The antecedent of a pronoun determines the number (singular or plural) of the verb with which it works through the relative pronoun, so reading the phrase persons who, we know that the next verb we see, barring any digressions, will be plural because persons is plural. If fact, we find here instead that the two verbs referring to persons, makes and acts, are each singular—singular verbs of the simple present tense regularly add the letter s. This now points to the answer to our problem. The author has mistaken the antecedent of the relative pronoun, likely thinking that it refers to the singular she, the logical subject, and not the plural persons. We should, then, revise the sentence accordingly: She is one of those persons who make a decision quickly and then act decisively. Now both the grammar and the logic are designed meaningfully.

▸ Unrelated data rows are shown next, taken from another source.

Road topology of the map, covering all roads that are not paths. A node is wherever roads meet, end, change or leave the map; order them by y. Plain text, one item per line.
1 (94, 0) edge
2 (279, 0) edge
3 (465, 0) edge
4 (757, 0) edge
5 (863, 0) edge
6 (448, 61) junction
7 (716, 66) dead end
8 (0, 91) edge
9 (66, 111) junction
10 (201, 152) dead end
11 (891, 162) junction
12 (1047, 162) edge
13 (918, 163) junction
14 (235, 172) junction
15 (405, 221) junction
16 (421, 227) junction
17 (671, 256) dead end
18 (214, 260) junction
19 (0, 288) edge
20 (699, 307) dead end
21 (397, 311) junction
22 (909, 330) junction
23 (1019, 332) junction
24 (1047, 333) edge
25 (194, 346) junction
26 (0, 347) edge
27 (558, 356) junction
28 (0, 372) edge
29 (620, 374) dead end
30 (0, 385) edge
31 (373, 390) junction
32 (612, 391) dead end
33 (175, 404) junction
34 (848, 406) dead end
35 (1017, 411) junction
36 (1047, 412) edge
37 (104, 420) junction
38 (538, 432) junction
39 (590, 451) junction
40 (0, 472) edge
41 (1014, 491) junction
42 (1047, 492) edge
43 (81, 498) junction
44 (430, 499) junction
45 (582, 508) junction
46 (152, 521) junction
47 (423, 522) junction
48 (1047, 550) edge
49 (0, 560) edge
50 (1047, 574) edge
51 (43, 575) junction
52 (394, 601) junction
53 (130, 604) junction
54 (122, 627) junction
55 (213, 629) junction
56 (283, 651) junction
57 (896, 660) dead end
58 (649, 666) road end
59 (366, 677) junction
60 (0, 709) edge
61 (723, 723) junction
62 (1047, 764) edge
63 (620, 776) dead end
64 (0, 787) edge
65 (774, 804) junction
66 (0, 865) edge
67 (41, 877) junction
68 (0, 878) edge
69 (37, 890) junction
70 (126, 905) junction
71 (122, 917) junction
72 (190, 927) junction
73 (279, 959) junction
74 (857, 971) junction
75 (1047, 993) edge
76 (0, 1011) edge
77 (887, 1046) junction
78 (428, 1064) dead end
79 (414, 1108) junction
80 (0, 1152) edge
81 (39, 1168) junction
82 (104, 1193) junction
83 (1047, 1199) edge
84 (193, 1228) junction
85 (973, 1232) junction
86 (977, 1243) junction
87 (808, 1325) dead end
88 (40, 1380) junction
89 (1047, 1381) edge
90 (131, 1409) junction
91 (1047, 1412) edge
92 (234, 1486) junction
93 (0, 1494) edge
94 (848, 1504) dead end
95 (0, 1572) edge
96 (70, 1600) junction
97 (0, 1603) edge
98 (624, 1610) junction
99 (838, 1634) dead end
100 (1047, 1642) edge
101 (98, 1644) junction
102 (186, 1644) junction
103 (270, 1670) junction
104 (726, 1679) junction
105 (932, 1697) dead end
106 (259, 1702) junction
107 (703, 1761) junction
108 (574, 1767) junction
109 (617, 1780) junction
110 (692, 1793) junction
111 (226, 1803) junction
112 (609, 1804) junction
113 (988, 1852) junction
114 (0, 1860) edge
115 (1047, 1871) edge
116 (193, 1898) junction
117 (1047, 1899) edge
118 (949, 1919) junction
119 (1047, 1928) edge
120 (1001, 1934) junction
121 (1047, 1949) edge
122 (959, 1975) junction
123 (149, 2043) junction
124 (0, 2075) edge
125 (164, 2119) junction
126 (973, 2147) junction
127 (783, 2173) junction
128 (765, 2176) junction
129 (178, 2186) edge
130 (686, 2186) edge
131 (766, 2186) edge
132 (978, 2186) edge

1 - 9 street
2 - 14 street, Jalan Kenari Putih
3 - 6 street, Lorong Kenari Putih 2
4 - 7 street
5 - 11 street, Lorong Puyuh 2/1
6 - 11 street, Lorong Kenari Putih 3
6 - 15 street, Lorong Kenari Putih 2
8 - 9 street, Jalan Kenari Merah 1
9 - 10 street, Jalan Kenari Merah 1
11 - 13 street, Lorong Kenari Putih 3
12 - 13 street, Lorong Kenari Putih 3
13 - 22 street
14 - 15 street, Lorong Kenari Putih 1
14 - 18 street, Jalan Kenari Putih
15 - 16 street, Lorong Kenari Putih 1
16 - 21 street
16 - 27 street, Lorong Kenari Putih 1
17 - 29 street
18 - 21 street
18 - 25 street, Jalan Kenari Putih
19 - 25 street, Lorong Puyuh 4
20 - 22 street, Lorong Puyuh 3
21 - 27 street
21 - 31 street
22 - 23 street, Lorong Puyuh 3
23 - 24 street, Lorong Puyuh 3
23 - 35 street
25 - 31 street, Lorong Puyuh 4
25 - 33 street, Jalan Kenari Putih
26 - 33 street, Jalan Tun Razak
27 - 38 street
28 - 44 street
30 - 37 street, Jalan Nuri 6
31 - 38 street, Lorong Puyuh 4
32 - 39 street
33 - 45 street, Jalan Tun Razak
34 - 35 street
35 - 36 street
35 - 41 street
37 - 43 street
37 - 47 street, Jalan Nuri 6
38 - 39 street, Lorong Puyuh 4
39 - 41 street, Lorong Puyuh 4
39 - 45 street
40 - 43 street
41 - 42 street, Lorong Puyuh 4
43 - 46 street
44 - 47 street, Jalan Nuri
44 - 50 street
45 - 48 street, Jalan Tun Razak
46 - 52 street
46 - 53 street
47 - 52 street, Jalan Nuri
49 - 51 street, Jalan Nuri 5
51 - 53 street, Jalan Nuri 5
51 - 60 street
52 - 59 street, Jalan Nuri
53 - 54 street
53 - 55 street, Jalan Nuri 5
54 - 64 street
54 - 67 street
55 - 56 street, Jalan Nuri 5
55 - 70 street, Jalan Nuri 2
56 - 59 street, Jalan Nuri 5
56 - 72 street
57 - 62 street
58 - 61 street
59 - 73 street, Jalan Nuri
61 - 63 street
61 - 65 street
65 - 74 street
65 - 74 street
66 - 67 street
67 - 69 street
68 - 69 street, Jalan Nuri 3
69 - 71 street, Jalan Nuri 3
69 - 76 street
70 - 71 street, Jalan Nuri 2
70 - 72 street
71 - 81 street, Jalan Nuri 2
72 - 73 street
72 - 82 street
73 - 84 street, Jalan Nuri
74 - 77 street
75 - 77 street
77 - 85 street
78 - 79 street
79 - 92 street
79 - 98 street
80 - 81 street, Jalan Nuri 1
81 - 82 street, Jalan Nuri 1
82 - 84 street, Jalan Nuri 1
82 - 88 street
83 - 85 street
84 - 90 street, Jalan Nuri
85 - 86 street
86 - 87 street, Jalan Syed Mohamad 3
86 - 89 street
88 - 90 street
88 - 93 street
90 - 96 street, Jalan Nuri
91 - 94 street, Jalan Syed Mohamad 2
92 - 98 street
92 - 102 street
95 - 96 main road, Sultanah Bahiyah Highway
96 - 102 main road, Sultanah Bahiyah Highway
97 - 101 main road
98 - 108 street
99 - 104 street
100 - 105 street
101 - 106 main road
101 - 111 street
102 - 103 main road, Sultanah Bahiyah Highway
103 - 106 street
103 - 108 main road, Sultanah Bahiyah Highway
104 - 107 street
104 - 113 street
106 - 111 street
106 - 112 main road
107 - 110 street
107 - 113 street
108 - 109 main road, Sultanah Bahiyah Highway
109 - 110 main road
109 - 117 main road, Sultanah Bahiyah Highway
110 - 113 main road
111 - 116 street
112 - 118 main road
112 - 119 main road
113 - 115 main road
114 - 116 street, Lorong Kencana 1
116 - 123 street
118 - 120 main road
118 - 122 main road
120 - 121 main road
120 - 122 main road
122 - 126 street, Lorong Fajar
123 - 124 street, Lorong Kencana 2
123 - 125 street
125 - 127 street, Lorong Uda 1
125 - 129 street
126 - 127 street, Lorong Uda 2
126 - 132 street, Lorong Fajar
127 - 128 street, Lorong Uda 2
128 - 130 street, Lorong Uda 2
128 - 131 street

Why logically meaningfully? Because the author did not intend to say that she makes a decision quickly and acts decisively, or he would have said just that. Instead, he has asserted that the subject, she, is one of a group of people with certain emulous managerial characteristics, thereby implying that her habits are not merely idiosyncratic, but typical of an identifiable group and so all the more worthy of credence; she stands with others in these skills, and so her stature should be the greater in our eyes. The author is stating a richer, more complex idea, and has employed (albeit faultily at first) a more complex sentence structure to reflect that complexity.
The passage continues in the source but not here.